Association executive Jim was on a rare vacation, enjoying a break from the rain and snow of New England with his family in Hawaii. Then his cell phone rang on Jan. 2. The chair of his board needed to meet with Jim that Thursday; it was important, Jim’s assistant explained. So he left his family and flew East.
To his surprise, the chair arrived at his office with three members of her executive committee. After some initial pleasantries, she got to the point: “Jim, the board had a conference call over Christmas and we would like your resignation. We have come to the conclusion that the association needs a different leader to take us into the next few years. Don’t worry, we will honor our agreements with you.”
After the executive committee left, Jim called his lawyer, who pulled a copy of his offer of employment, signed five years earlier. There was a severance clause providing Jim his salary and all benefits in effect at the time (health insurance, automobile lease, club dues, etc.) for 12 months if the board should ask him to leave for reasons other than “cause.”
Jim found a new job a year later, and other than his ego, the separation caused very little damage. In fact, his children barely noticed the change other than the fact that their father could now attend their basketball games.
Then there was Jack.
Jack knew his association was under pressure and that there were financial issues, but he was having an exceptionally good year and had just signed one of the most lucrative convention contracts ever for the organization.
When a special early Monday morning executive committee meeting was called, Jack may not have been happy, but he wasn’t worried. He had suspected that the board would want to reduce head count, likely some clerical support, receptionists, and researchers. Though it would not affect his office, it was still unpleasant anticipating that some would lose their jobs. Jack arrived early, placed some fresh flowers in a vase, and started the coffee machine— kind gestures on what might prove to be an unhappy day for some.
You can imagine Jack’s surprise when the executive committee, who had also arrived early, summoned him to the conference room. “Jack, we are changing things here and no longer need you and some of the staff. We would like you to remove all personal effects from your office by 6 p.m. and leave your association laptop and cell phone here. As of midnight, your health insurance and all other benefits will be terminated.”
Even though he’d had a positive review six months earlier, had brought in more revenue than ever before, and was well regarded by all, suddenly Jack was out on the street. Unlike Jim, he had been so excited about his job offer three years earlier that he had never negotiated a severance and had not used an experienced lawyer to seal the deal. Jack had to find very expensive personal family health insurance (even COBRA was too expensive), pay off his leased car, and cover all the club dues the association had previously provided.
This tale of two CEOs is really the tale of two contracts. Jim had a solid agreement. Years earlier, when he was first hired, all parties had determined what would happen if they agreed to disagree. Since Jack did not negotiate such an agreement, he and his wife substantially depleted their hard-earned savings before he landed another job 10 months later. His organization did not even honor its “handshake” agreement to pay his country club initiation fee, which they had agreed to a year earlier as a special bonus. “Sue us” was their reply to his request. When you join a new organization, receive a big promotion, or have your next review, remember this tale of two CEOs and plan ahead.

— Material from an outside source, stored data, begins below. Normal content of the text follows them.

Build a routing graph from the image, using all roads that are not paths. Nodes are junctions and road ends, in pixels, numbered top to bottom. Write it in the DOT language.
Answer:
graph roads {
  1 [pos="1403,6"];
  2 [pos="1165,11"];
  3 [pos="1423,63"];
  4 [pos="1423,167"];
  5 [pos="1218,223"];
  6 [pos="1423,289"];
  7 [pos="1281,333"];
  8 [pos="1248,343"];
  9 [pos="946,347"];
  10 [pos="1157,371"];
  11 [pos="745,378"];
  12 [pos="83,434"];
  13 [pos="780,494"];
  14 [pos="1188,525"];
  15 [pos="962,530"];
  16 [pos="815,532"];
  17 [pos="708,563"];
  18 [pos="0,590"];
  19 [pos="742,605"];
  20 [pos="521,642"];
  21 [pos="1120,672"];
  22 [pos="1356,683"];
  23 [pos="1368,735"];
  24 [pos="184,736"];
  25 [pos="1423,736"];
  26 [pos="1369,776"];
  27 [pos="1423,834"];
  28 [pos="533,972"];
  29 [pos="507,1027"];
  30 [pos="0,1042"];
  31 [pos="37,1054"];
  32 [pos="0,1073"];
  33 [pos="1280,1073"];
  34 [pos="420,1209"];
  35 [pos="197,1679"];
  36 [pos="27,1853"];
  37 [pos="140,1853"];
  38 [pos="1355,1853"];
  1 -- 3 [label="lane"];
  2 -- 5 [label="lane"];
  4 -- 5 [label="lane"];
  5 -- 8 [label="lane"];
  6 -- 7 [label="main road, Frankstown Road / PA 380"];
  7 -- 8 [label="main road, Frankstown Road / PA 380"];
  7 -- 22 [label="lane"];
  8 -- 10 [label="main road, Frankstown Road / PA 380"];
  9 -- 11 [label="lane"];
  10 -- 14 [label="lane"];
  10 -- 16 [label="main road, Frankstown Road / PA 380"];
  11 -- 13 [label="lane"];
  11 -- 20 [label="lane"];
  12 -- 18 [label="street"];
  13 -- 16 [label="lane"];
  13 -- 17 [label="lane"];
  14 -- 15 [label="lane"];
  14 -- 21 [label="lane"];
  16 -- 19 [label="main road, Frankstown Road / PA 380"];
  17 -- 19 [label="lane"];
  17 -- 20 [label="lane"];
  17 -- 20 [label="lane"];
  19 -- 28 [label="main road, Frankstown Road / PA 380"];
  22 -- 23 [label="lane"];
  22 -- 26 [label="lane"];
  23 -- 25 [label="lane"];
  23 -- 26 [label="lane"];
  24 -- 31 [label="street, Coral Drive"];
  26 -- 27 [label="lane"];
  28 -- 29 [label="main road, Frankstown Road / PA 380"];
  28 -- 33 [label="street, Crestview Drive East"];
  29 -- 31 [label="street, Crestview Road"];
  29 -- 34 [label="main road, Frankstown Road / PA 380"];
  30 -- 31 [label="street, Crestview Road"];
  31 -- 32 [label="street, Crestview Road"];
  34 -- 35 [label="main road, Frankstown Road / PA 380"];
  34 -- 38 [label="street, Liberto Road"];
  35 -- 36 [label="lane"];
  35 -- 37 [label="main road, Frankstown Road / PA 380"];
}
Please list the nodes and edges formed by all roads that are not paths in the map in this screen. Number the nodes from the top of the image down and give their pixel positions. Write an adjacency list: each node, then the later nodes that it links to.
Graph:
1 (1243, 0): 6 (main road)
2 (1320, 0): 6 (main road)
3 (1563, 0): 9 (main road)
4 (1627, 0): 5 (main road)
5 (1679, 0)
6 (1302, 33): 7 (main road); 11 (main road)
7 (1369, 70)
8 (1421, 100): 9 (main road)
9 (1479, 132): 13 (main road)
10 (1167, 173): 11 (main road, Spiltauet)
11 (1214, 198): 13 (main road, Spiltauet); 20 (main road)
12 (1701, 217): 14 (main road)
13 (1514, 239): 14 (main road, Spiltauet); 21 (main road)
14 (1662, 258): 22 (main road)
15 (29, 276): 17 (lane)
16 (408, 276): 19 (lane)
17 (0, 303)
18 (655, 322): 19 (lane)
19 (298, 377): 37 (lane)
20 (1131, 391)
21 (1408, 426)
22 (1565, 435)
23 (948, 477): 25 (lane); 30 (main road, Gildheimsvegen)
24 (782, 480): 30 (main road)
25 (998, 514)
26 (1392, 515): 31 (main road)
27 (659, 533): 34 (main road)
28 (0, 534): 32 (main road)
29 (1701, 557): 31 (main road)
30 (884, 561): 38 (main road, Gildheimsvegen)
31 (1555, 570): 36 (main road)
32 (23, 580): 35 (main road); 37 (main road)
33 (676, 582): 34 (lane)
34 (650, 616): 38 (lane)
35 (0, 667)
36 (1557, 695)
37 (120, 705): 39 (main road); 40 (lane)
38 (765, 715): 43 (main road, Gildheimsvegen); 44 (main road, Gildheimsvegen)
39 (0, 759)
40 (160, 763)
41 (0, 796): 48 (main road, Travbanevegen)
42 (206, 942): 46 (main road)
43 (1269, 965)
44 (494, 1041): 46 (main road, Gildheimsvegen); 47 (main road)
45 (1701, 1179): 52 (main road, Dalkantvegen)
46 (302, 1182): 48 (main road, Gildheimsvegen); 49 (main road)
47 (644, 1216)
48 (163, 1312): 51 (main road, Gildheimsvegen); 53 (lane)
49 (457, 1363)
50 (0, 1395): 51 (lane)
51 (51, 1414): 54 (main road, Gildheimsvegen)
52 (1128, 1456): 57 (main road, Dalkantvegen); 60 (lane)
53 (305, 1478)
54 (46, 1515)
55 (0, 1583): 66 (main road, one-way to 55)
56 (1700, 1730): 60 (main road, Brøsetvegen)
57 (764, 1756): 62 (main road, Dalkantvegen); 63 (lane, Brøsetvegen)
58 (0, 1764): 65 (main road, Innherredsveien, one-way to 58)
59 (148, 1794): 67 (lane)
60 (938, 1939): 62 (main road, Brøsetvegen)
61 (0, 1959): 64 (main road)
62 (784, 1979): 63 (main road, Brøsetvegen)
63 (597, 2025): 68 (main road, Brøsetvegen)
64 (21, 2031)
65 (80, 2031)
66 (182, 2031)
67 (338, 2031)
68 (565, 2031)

Worst case scenario planning
Here are some key tips to securing an up-to-date written agreement detailing all payments and actions should a separation (expected or unexpected) occur.
A severance agreement is an important part of any employment contract and is usually best handled at hiring, then again after each review by the board. Although it needn’t be a complicated document filled with confusing legalese, you must have your own employment attorney (not the association’s lawyer) look it over before signing.
Typical agreements include a clear definition of what happens if there is a forced separation. Traditionally, CEOs get severance pay for 4 to 12 months. They also get many, if not all, in-place benefits during those months, particularly family health insurance. Sometimes the board will offer a lump sum payment, though we suggest that the executive petition for monthly payouts. Other benefits to be negotiated ahead of time include terms of keeping an association laptop and cell phone; access to office services; continuation of automobile leases, education allowances, and club dues; and provision of legal expenses and possibly outplacement services (we have heard mixed reviews of the latter).
Everything must be in writing and carefully checked by your experienced employment lawyer. We cannot emphasize this enough. Your attorney will find subtle nuances that could be missing—or have been added—which could become very painful to you years later. Never negotiate for yourself; too many emotions are involved.
Remember, if the organization really wants you (or wants to keep you), it will put the employment details, including a severance agreement, in writing. After all, the agreement protects the organization, too. No board wants a messy lawsuit with a public airing of issues. The slightly uncomfortable time spent up front working with your lawyer to negotiate a fair deal is minimal compared to the financial and emotional strife you might otherwise experience.
Editor’s Note: Leonard Pfeiffer is not an attorney and this column should not be taken as legal advice. Always consult legal counsel when negotiating an employment contract or hiring agreement.